5 Red-Hot Housing Markets


While no one wants another housing bubble, people across the U.S. are hopeful that housing prices will continue their recovery following the Great Recession.

In fact, earlier this week, the S&P/Case Shiller real estate index, which measures the home prices in 20 of the largest U.S. cities baselined to 2000, was announced through July -- and five cities have seen their prices skyrocket in 2013:

Source: S&P Dow Indicies.

As you can see in the chart, the markets in San Francisco, Las Vegas, Atlanta, Los Angeles, and San Diego have led the charge for the recovery in housing prices. Meanwhile, cities like Charlotte, Washington D.C., Minneapolis, New York, and Cleveland have all seen their home prices grow slower than the U.S. average over the last year.


Month Over Month


1 Year

3 Years

5 Years

San Francisco






Las Vegas












Los Angeles






San Diego






Source: S&P Dow Indicies.

San Francisco
Of the five cities that have had the best rebound in home prices this year, San Francisco has seen its prices recover the most since they bottomed out in March of 2009. Home prices in the City by the Bay have grown over 50% in a little over four years.

Photo source: Idleformat.

Surprisingly, according to the latest data from the FDIC, despite Wells Fargo being headquartered in San Francisco, Bank America has a commanding lead in market share, with over 50% of deposits in the area versus 19% for Wells Fargo as of June 2012. Considering those are two of the three of the largest mortgage originators in the country -- they could both be set to benefit as San Francisco continues to rebound.

Las Vegas
Las Vegas is a great example of the roller coaster housing prices we all witnessed as it is one of the cities that saw its prices rise and fall the most during the mortgage boom and bust:

Photo source: Sean MacEntee.

Home prices in Nevada fell over 60% from their peak in August 2006 to their low in March 2012, but they've rebounded 35% over the last 16 months. While Bank of America and Wells Fargo also have a major presence in Las Vegas, Citigroup rounds out the top three. While Citi announced it was eliminating 1,000 jobs this week in its mortgage unit, it had more to do with the slowdown in refinancings than business conditions in specific markets. While Vegas may not see a spike in prices like it did from 2003-2006, it is certainly on the mend.
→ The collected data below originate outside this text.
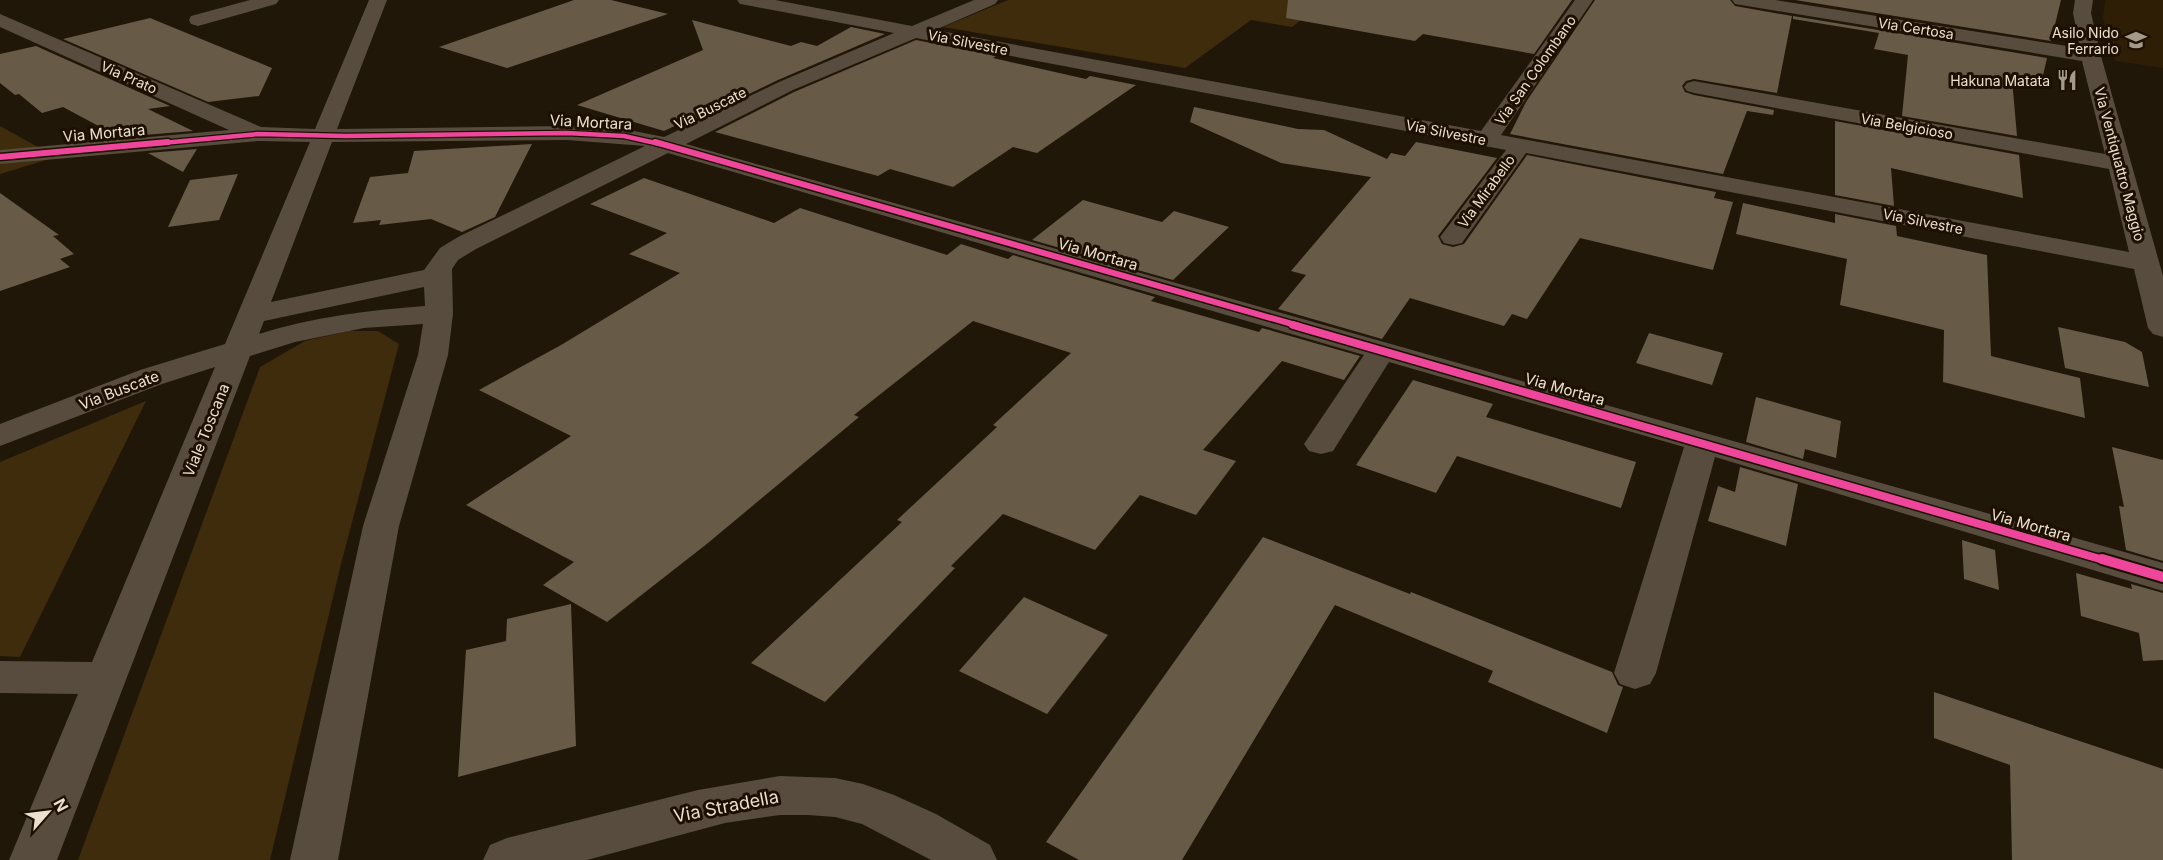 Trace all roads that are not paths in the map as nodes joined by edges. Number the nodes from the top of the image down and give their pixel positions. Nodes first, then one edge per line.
1 (270, 0) edge
2 (378, 0) edge
3 (746, 0) edge
4 (990, 0) edge
5 (1584, 0) edge
6 (1741, 0) edge
7 (2084, 0) edge
8 (0, 20) edge
9 (198, 20) dead end
10 (914, 32) junction
11 (2091, 57) junction
12 (1694, 87) dead end
13 (258, 134) junction
14 (324, 135) junction
15 (1487, 139) junction
16 (667, 145) junction
17 (1520, 146) junction
18 (0, 157) edge
19 (2120, 164) junction
20 (1453, 237) dead end
21 (2145, 263) junction
22 (436, 276) junction
23 (439, 314) junction
24 (252, 315) junction
25 (2163, 328) edge
26 (239, 348) junction
27 (1382, 350) junction
28 (0, 436) edge
29 (1702, 442) junction
30 (1321, 444) dead end
31 (2163, 578) edge
32 (1635, 673) dead end
33 (0, 677) edge
34 (106, 678) junction
35 (33, 860) edge
36 (314, 860) edge
37 (507, 860) edge
38 (973, 860) edge

1 - 9 street
2 - 14 street, Viale Toscana
3 - 10 street, Via Silvestre
4 - 10 street, Via Buscate
5 - 15 street, Via San Colombano
6 - 11 street, Via Certosa
7 - 11 street, Via Ventiquattro Maggio
8 - 13 street, Via Prato
10 - 15 street, Via Silvestre
10 - 16 street, Via Buscate
11 - 19 street, Via Ventiquattro Maggio
12 - 19 street, Via Belgioioso
13 - 14 street, Via Mortara
13 - 18 street, Via Mortara
14 - 16 street, Via Mortara
14 - 24 street, Viale Toscana
15 - 17 street, Via Silvestre
16 - 22 street, Via Buscate
16 - 27 street, Via Mortara
17 - 20 street, Via Mirabello
17 - 21 street, Via Silvestre
19 - 21 street, Via Ventiquattro Maggio
21 - 25 street, Via Ventiquattro Maggio
22 - 23 street
22 - 24 street
23 - 26 street, Via Buscate
23 - 36 street
24 - 26 street, Viale Toscana
26 - 28 street, Via Buscate
26 - 34 street, Viale Toscana
27 - 29 street, Via Mortara
27 - 30 street
29 - 31 street, Via Mortara
29 - 32 street
33 - 34 street
34 - 35 street, Viale Toscana
37 - 38 street, Via Stradella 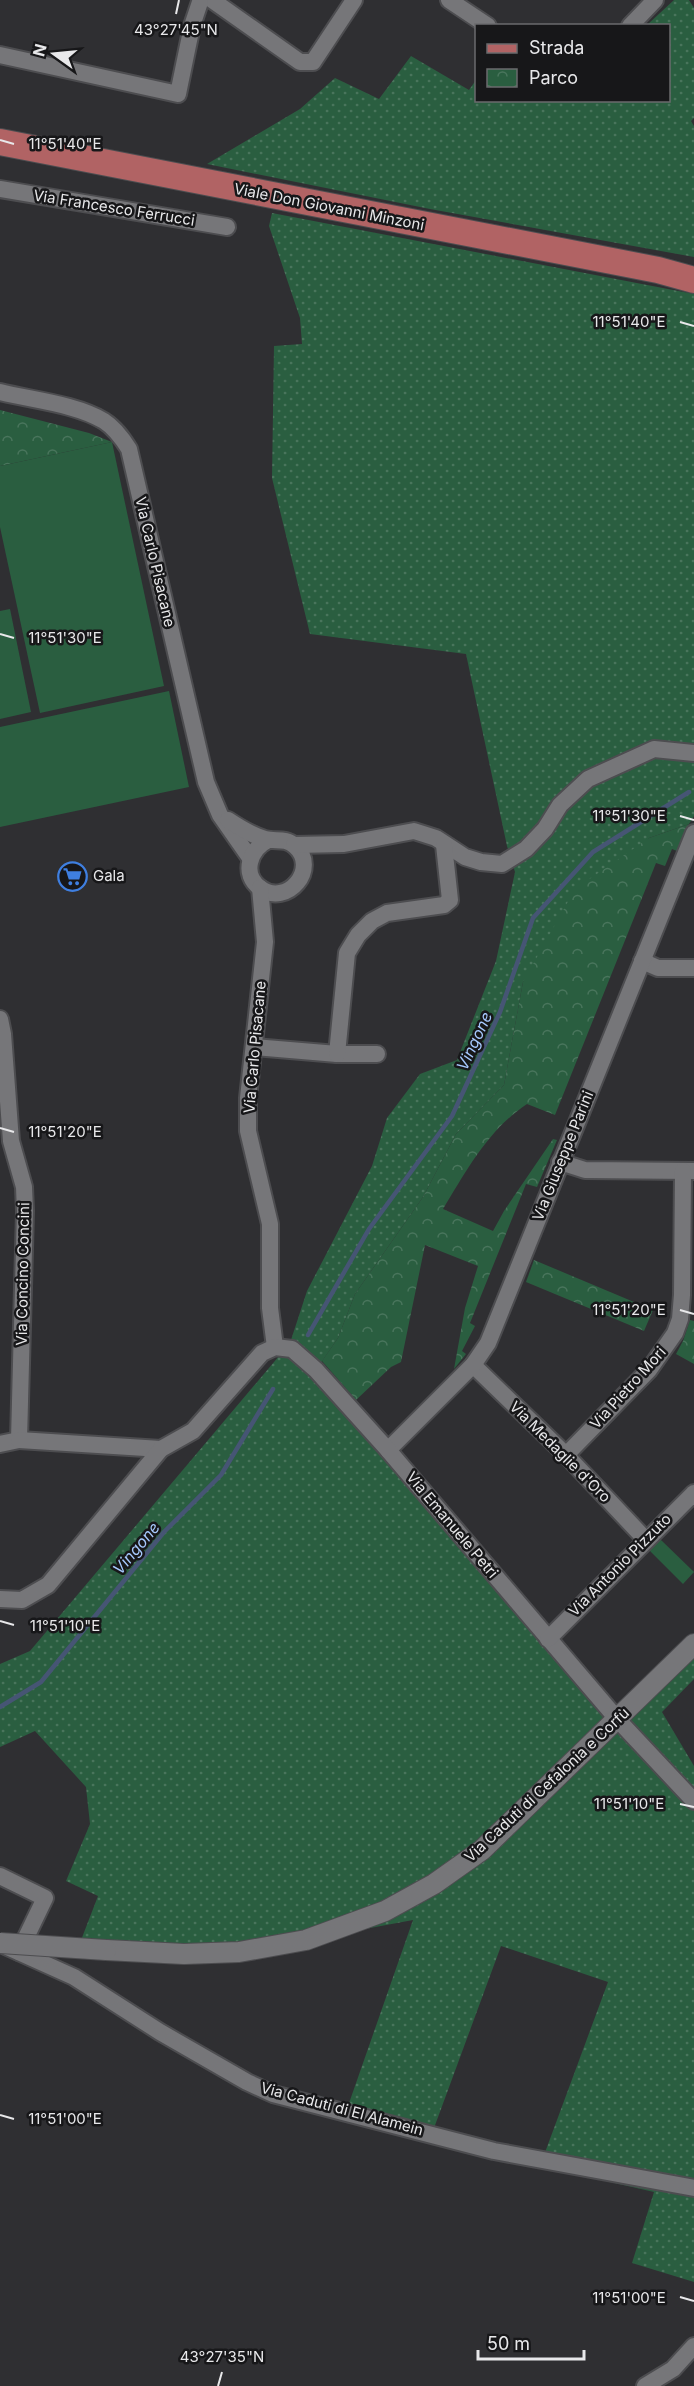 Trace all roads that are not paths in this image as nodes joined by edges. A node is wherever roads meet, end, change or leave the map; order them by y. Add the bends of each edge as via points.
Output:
1 (354, 0) edge
2 (449, 0) edge
3 (656, 0) edge
4 (205, 1) edge
5 (485, 24) edge
6 (632, 24) edge
7 (0, 55) edge
8 (0, 142) edge
9 (0, 189) edge
10 (227, 227) dead end
11 (658, 270) junction
12 (694, 271) edge
13 (694, 280) edge
14 (0, 392) edge
15 (694, 753) edge
16 (220, 814) junction
17 (694, 833) edge
18 (268, 840) junction
19 (344, 844) junction
20 (444, 844) junction
21 (294, 845) junction
22 (250, 858) junction
23 (304, 868) junction
24 (260, 888) junction
25 (283, 893) junction
26 (265, 942) junction
27 (642, 962) junction
28 (694, 968) edge
29 (0, 1019) edge
30 (254, 1047) junction
31 (337, 1054) junction
32 (377, 1054) dead end
33 (560, 1162) junction
34 (688, 1171) edge
35 (275, 1347) junction
36 (473, 1365) junction
37 (19, 1440) junction
38 (0, 1444) edge
39 (161, 1449) junction
40 (388, 1450) junction
41 (566, 1455) junction
42 (694, 1493) edge
43 (646, 1540) junction
44 (0, 1599) edge
45 (548, 1639) junction
46 (694, 1644) edge
47 (618, 1720) junction
48 (694, 1801) edge
49 (0, 1876) edge
50 (0, 1943) edge
51 (19, 1952) junction
52 (694, 2188) edge
53 (694, 2346) edge
54 (645, 2386) edge

1 - 4 street via 312,62 300,62
2 - 5 street
3 - 6 street
4 - 7 street via 192,26 178,94
8 - 11 main road, Viale Don Giovanni Minzoni
9 - 10 street, Via Francesco Ferrucci
11 - 12 main road, Viale Don Giovanni Minzoni
11 - 13 main road, Viale Don Giovanni Minzoni
14 - 16 street, Via Carlo Pisacane via 84,412 104,421 129,449 206,782
15 - 20 street via 654,749 588,779 560,805 526,849 502,864 465,857
16 - 18 street
16 - 22 street, Via Carlo Pisacane
17 - 27 street, Via Giuseppe Parini
18 - 21 street via 277,838
18 - 22 street
19 - 20 street via 414,831
19 - 21 street
19 - 23 street
20 - 31 street via 450,900 387,913 372,921 347,953
21 - 23 street
22 - 24 street via 251,875
23 - 25 street via 298,884
24 - 25 street
24 - 26 street, Via Carlo Pisacane
25 - 26 street
26 - 30 street, Via Carlo Pisacane
27 - 28 street via 658,968
27 - 33 street, Via Giuseppe Parini
29 - 37 street, Via Concino Concini via 11,1141 24,1187
30 - 31 street
30 - 35 street, Via Carlo Pisacane via 248,1131 270,1224 270,1308
31 - 32 street
33 - 34 street via 585,1170
33 - 36 street, Via Giuseppe Parini via 488,1343
34 - 41 street, Via Pietro Mori via 682,1295 675,1332 650,1370
35 - 39 street via 262,1353 193,1431
35 - 40 street, Via Emanuele Petri via 292,1349 316,1370
36 - 40 street, Via Giuseppe Parini
36 - 41 street, Via Medaglie d'Oro
37 - 38 street
37 - 39 street
39 - 44 street via 48,1585 22,1600
40 - 45 street, Via Emanuele Petri
41 - 43 street, Via Medaglie d'Oro
42 - 43 street, Via Antonio Pizzuto
43 - 45 street, Via Antonio Pizzuto
45 - 47 street, Via Emanuele Petri
46 - 47 street, Via Caduti di Cefalonia e Corfù
47 - 48 street, Via Emanuele Petri
47 - 50 street, Via Caduti di Cefalonia e Corfù, bridge via 482,1850 434,1884 385,1911 306,1940 239,1952 184,1954
49 - 51 street via 45,1898
50 - 51 street, Via Caduti di El Alamein
51 - 52 street, Via Caduti di El Alamein via 74,1977 160,2032 273,2094 494,2151
53 - 54 street via 673,2369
When compared to the other four cities, Atlanta is very unique in that it didn't see nearly the run up in home prices in the 2000s, as they peaked in January 2007 at a gain of almost 37% over the January 2000 levels. By comparison, home prices in San Diego rose 150% in a five-year period.

Photo source: Girolame.

Surprisingly though, Atlanta has watched its prices come back incredibly strong, up 35% since March of 2012, which is only bested by San Francisco's 40% rise. Southern banking stalwart SunTrust could be the biggest benefactor here, as almost 33% of its loans are mortgages or home equity lines.

Los Angeles
While Atlanta had the lowest peak, Los Angeles had the highest one before the crisis, as its home prices rose over 170% from January 2000 to September of 2006. Even despite prices falling 42% from top to bottom, Los Angeles has watched its housing prices jump the most of the 20 cities measured, as they currently stand more than double what they were in 2000.

Photo source: Channone.

San Diego
Last, but certainly not least, is the third city in California in the top five, San Diego, where except for the fact that prices peaked earlier, its housing prices followed an almost identical path as Los Angeles:

Photo source: Cindy Devin.

Prices are still down around 25% from their peak -- but up almost 30% from the bottom seen in April of 2009. Surprisingly, one company poised to benefit from the jump in California residential real estate is Minneapolis-based U.S. Bancorp . While it is not broken out each quarter, as of December 31, 2012, almost 13.7% of its total residential mortgages held were located in California, versus just 11.7% in 2011, and the total balance of those loans grew almost 40% year over year.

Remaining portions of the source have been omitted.